To determine the correct statements in this problem, let’s go through each option one by one. The function provided is:

$y = \ln(2x + 3)$

Step 1: Find the Derivative $y'$

Using the chain rule, we can find the derivative of $y = \ln(2x + 3)$:

$y' = \frac{d}{dx} \ln(2x + 3) = \frac{1}{2x + 3} \cdot 2 = \frac{2}{2x + 3}$

Step 2: Evaluate $y'$ at Given Points

1. When $x_0 = 1$: $y'(1) = \frac{2}{2 \cdot 1 + 3} = \frac{2}{5}$

2. When $x_0 = 0$: $y'(0) = \frac{2}{2 \cdot 0 + 3} = \frac{2}{3}$

Step 3: Analyze Each Statement

1. Statement 1: $y'$ at $x_0 = 1$ is $\frac{2}{5}$.
   True, as we calculated $y'(1) = \frac{2}{5}$.

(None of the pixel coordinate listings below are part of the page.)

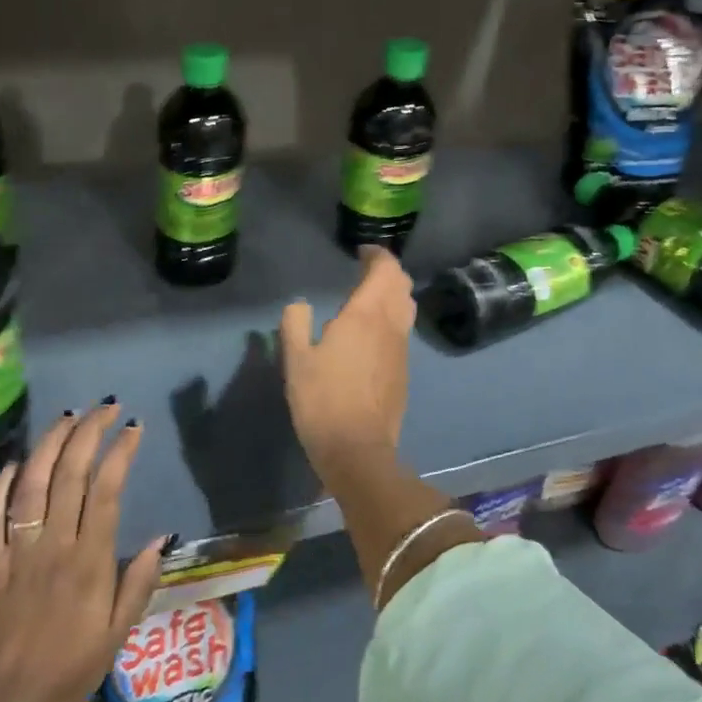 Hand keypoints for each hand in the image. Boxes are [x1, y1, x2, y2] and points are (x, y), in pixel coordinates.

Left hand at [0, 404, 165, 701]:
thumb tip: (161, 539)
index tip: (133, 427)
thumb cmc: (63, 678)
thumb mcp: (114, 639)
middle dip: (89, 433)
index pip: (107, 489)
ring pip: (31, 484)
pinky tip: (15, 463)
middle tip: (105, 408)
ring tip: (68, 418)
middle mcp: (52, 546)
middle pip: (70, 474)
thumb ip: (137, 585)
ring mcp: (14, 553)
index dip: (120, 452)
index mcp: (89, 562)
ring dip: (50, 445)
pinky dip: (1, 484)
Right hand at [281, 247, 415, 482]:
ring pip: (406, 307)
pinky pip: (403, 330)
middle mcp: (391, 324)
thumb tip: (299, 305)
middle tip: (366, 270)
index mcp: (366, 314)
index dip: (378, 255)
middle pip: (402, 284)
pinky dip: (393, 318)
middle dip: (388, 271)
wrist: (358, 449)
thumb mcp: (296, 360)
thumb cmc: (323, 400)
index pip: (386, 269)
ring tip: (369, 298)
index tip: (362, 252)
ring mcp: (401, 348)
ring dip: (393, 293)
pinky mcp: (404, 370)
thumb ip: (295, 324)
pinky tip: (372, 333)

2. Statement 2: $y'$ at $x_0 = 0$ is $\frac{1}{3}$.
   False, since $y'(0) = \frac{2}{3}$, not $\frac{1}{3}$.

3. Statement 3: $y'$ at $x_0 = 1$ is $\frac{1}{5}$.
   False, as $y'(1) = \frac{2}{5}$, not $\frac{1}{5}$.

4. Statement 4: $y'$ at $x_0 = 0$ is $\frac{2}{3}$.
   True, since $y'(0) = \frac{2}{3}$.

5. Statement 5: Approximation at $x_0 = 0$ in the form $y = \frac{2}{3} \Delta x + \alpha(\Delta x)$, where $\alpha(\Delta x)$ is a higher-order term.
   True, as this correctly represents the linear approximation with $y' = \frac{2}{3}$ at $x_0 = 0$.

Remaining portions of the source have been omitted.